Figure 4. Drapeaux et symboles dans les paysages urbains nord-irlandais
À gauche : la loge orangiste de Bushmills (L.O.L : Loyal Orange Lodge). Au centre : drapeaux britanniques et nord-irlandais dans les rues de Bushmills. Sur les drapeaux nord-irlandais figure la croix de saint Georges et la main rouge d'Ulster (the Red hand of Ulster), qui était l'emblème des O'Neill de Tyrone dès le XIVème siècle et qui est devenu le symbole moderne du loyalisme protestant, c'est-à-dire de l'attachement indéfectible des protestants nord-irlandais à la couronne britannique. À droite : une affiche rappelle l'origine du drapeau britannique. | ||
Photographies du Bogside, vu depuis les remparts qui entourent le centre ville. Le Bogside est le quartier catholique de Derry/ Londonderry où 14 personnes furent tuées par l'armée britannique le 30 janvier 1972 lors du dimanche sanglant (Bloody Sunday). On y voit les inscriptions IRA, le drapeau de la République d'Irlande qui flotte, ainsi que les grandes fresques murales qui entretiennent le souvenir de la lutte pour les droits civiques pendant la période des Troubles (1968-1998). |
L'Union européenne a joué un rôle politique, économique et psychologique déterminant, à travers les programmes PEACE et INTERREG, pour permettre aux unionistes et aux nationalistes de collaborer et pour maintenir des relations avec la République d'Irlande.
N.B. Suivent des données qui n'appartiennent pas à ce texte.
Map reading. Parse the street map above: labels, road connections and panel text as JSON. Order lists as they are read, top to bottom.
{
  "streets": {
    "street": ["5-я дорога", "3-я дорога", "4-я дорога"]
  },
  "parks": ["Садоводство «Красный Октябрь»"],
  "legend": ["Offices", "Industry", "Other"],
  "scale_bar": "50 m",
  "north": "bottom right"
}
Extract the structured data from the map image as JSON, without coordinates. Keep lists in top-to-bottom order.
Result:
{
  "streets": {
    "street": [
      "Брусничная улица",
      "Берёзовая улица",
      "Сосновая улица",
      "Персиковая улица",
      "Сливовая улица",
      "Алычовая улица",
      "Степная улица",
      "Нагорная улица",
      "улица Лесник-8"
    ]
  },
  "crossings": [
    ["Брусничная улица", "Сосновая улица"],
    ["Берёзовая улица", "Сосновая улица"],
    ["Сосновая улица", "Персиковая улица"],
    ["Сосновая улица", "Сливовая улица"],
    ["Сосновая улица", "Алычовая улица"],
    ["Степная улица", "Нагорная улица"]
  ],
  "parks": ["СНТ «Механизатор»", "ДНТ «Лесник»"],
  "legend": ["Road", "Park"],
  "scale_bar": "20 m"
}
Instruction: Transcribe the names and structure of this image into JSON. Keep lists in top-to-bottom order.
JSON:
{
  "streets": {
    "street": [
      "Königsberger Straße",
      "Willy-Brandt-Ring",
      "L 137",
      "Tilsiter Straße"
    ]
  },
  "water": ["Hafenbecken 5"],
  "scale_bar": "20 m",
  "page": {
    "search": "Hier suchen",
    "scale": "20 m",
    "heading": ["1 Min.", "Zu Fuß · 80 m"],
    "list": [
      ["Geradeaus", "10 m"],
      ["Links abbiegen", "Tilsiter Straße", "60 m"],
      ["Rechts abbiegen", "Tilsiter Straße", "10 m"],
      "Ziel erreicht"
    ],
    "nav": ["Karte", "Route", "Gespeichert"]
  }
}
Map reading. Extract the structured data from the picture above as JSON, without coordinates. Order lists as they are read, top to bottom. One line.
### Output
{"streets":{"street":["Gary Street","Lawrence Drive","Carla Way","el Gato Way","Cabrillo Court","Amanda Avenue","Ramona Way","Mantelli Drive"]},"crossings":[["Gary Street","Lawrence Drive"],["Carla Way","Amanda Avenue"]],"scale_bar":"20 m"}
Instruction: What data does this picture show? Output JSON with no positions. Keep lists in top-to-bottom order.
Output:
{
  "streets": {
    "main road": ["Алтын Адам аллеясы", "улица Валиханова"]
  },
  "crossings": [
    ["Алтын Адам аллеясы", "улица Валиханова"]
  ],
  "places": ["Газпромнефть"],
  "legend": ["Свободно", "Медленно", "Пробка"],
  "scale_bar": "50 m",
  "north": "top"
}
Il se pose donc la question de la pérennité de l’existence des institutions construites autour du processus de paix puisque les cadres européens dont elles dépendent disparaissent avec la sortie du Royaume-Uni de l'Union européenne. Le processus de décentralisation, élément clé de l'accord de Belfast, est étroitement lié à l'Union européenne et à la Convention européenne des droits de l'homme. Comment ces institutions parviendront-elles à s'adapter à différents cadres juridiques et à poursuivre une collaboration transfrontalière ?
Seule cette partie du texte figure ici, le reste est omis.